The task.
Only lines with the string "numbered" matter here; gather them from the material below.
══ Records shown ══
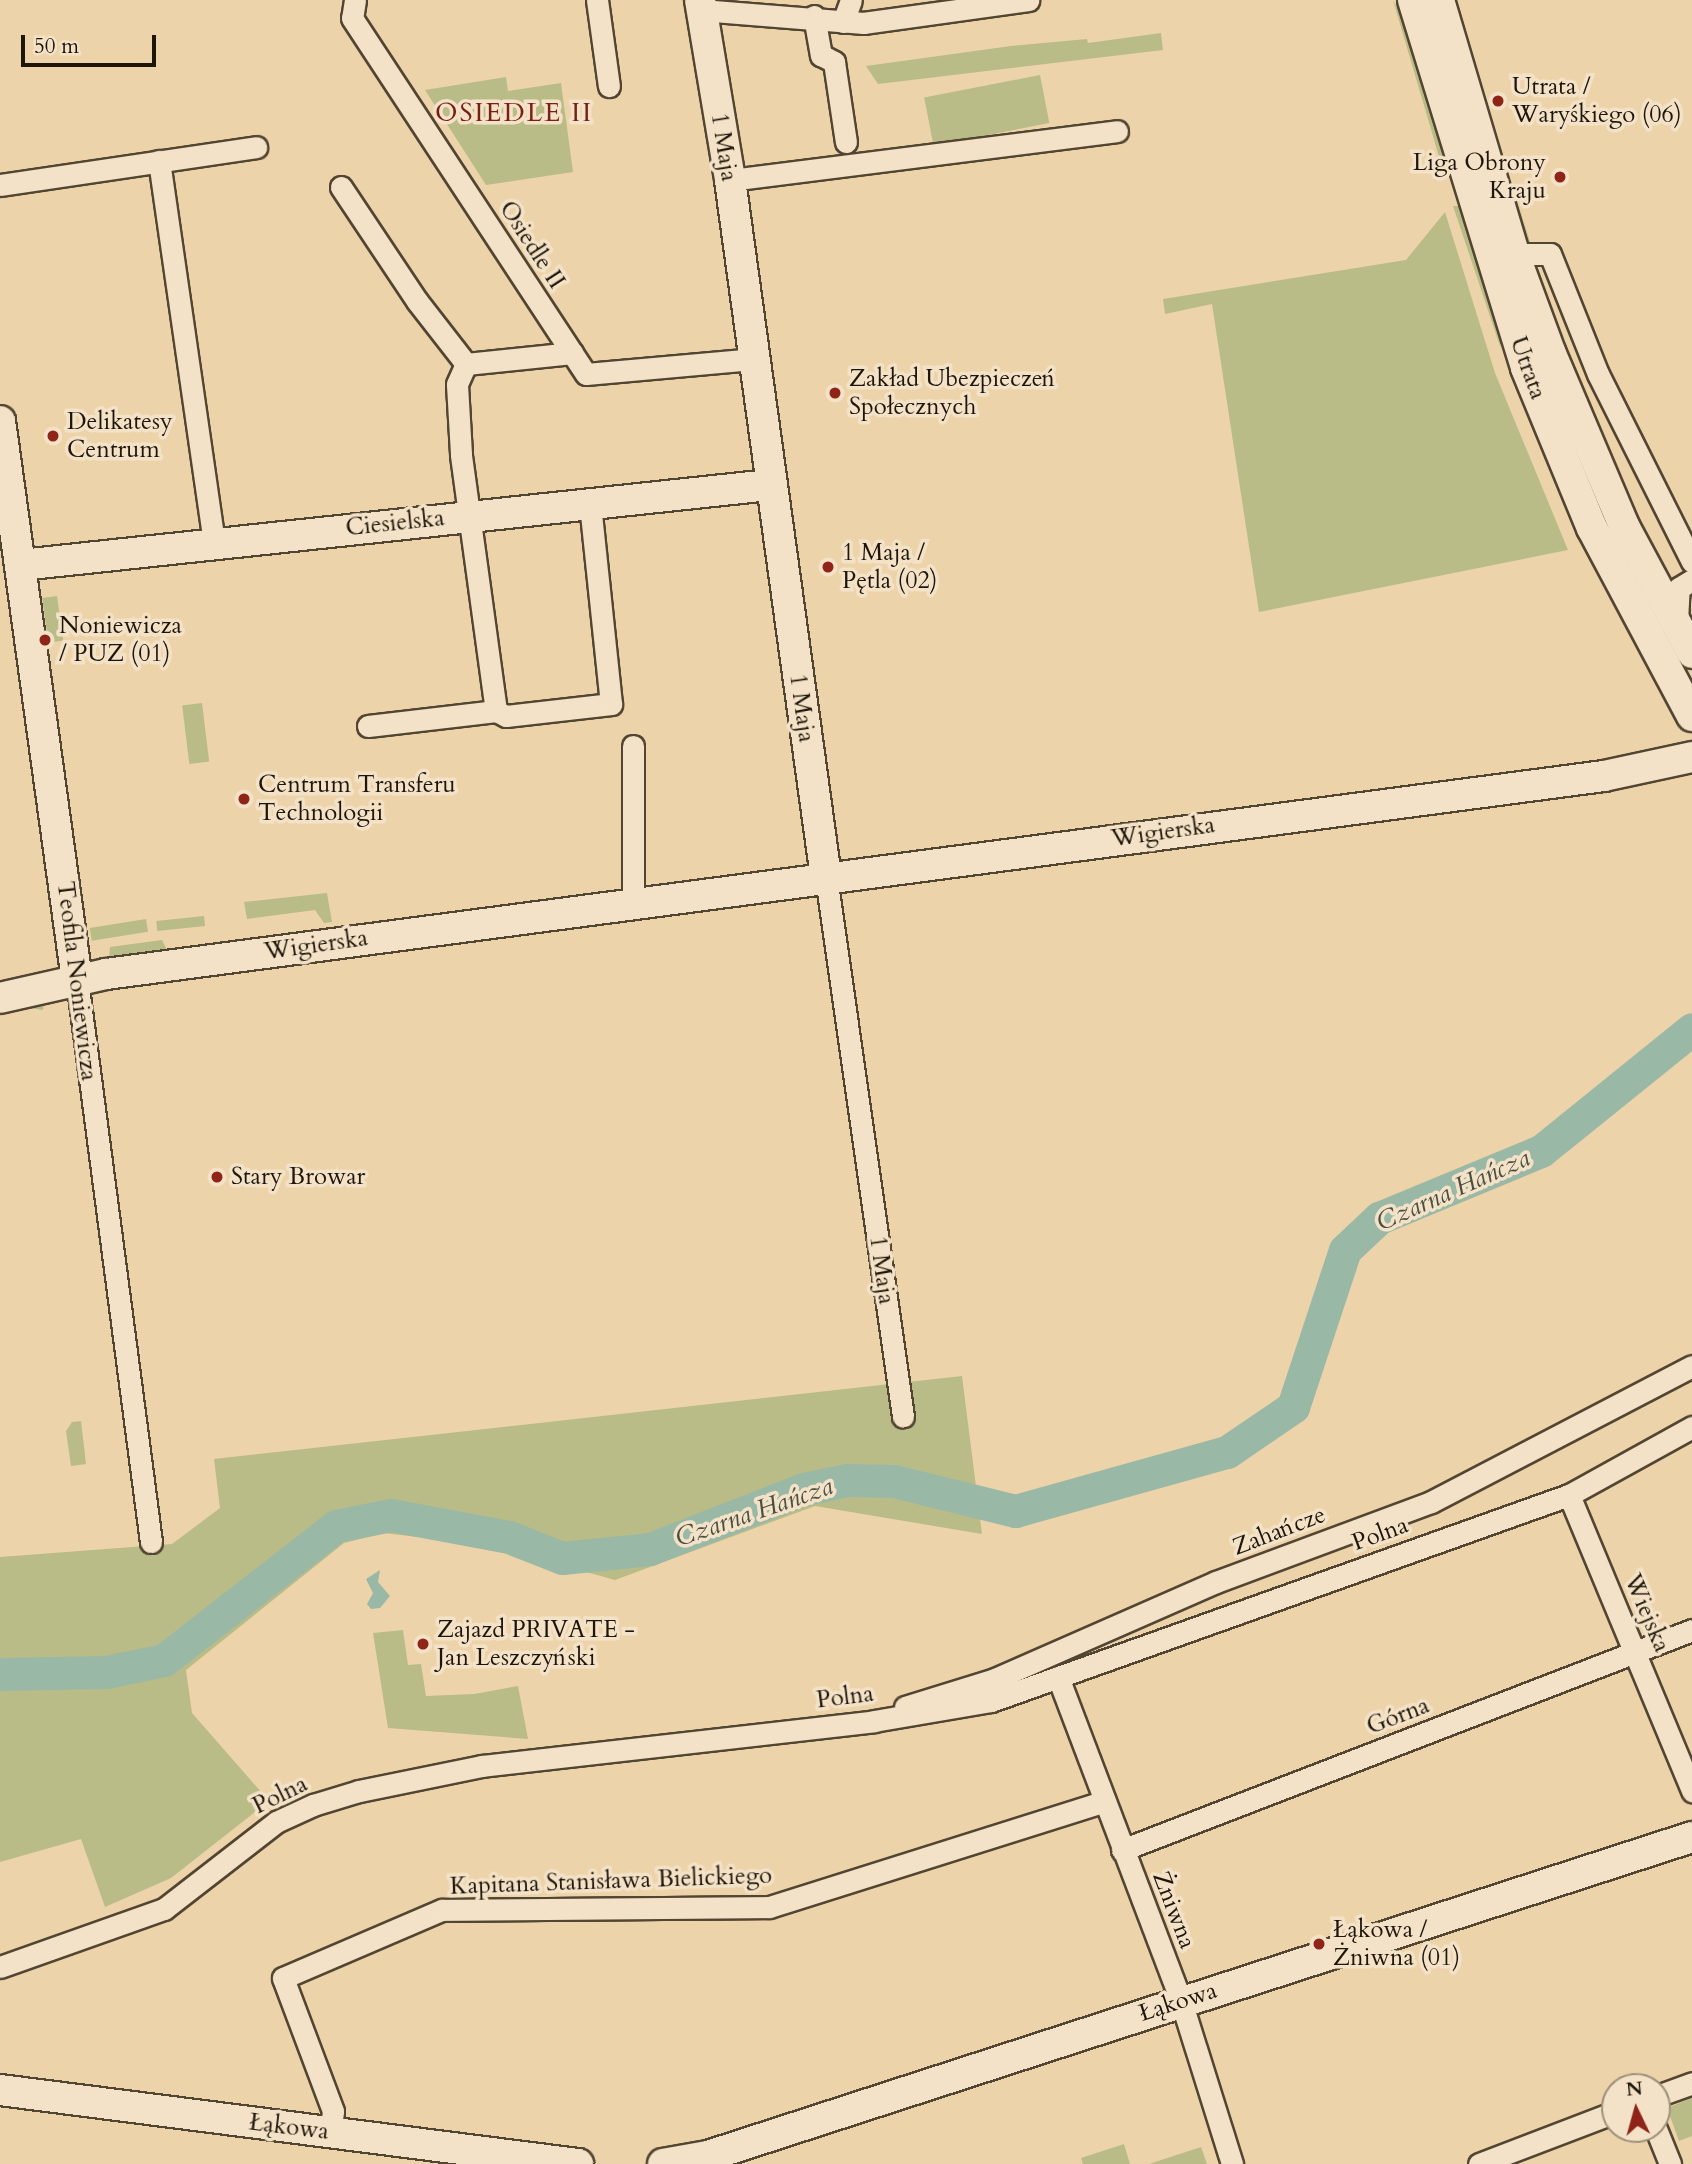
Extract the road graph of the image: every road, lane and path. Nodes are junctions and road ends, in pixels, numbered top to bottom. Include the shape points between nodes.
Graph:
═══
══ Records shown ══
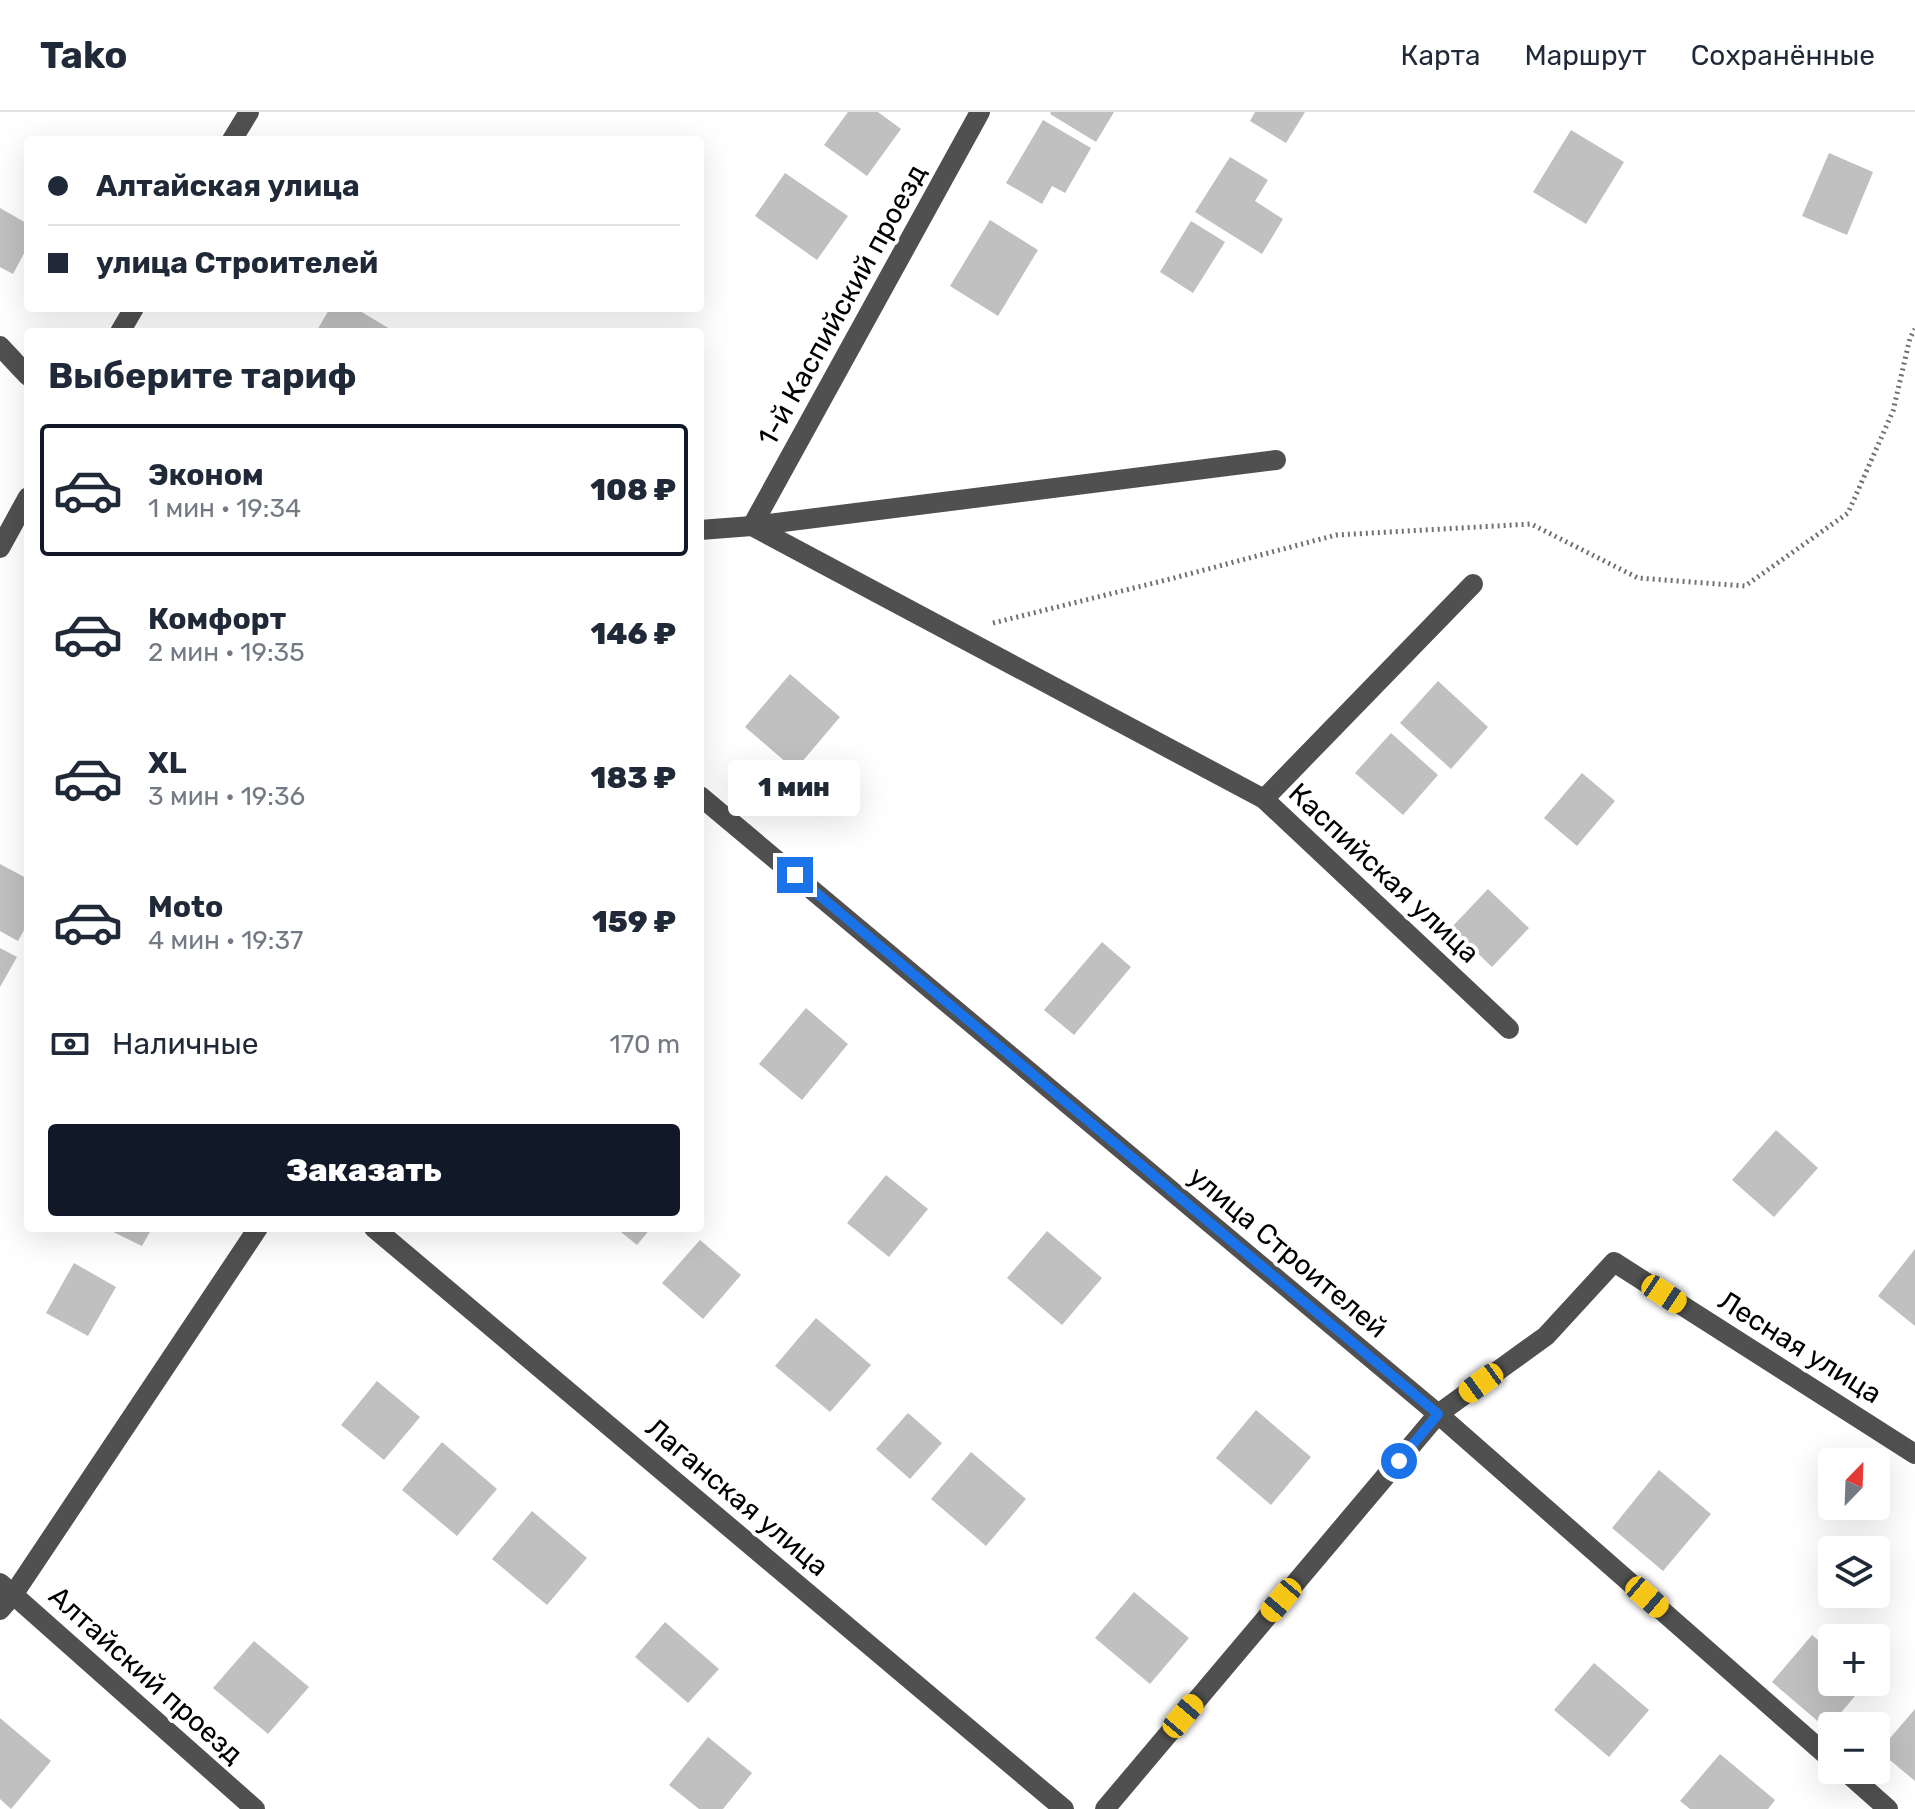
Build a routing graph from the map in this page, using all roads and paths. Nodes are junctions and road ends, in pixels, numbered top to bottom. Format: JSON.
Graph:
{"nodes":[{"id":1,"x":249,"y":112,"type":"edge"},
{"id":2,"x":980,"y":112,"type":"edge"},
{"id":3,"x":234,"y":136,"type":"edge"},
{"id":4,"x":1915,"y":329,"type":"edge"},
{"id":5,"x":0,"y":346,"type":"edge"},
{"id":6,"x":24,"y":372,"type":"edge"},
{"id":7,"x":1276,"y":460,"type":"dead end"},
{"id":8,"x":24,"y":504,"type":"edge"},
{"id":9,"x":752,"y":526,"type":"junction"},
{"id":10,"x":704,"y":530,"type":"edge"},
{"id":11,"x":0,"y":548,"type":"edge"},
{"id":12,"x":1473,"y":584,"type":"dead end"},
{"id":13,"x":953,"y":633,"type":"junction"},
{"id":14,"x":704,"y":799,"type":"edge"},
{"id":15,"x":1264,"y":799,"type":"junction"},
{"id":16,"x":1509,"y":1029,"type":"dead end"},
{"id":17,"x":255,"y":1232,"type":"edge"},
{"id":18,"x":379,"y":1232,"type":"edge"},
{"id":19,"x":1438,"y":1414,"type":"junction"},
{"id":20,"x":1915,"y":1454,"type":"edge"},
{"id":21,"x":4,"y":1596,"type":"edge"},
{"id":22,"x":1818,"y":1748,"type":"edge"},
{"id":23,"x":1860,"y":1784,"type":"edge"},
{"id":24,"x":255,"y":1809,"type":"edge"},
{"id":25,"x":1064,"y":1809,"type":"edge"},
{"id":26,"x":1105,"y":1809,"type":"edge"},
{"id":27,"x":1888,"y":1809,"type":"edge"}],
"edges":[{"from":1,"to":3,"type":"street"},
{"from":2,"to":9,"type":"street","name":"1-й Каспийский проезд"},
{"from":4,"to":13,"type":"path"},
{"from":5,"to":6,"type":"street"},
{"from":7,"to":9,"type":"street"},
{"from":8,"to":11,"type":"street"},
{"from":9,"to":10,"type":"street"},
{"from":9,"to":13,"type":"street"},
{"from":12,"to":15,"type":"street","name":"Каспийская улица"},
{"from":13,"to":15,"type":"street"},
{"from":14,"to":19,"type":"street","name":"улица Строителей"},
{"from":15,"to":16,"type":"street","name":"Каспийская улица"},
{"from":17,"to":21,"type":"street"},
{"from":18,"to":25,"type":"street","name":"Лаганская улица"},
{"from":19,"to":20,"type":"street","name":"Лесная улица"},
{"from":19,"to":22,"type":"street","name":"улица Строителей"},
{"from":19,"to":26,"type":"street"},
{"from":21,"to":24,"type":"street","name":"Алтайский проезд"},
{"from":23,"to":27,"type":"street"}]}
═══
Written solution.
Extract the road graph of the image: every road, lane and path. Nodes are junctions and road ends, in pixels, numbered top to bottom. Include the shape points between nodes.
Build a routing graph from the map in this page, using all roads and paths. Nodes are junctions and road ends, in pixels, numbered top to bottom. Format: JSON.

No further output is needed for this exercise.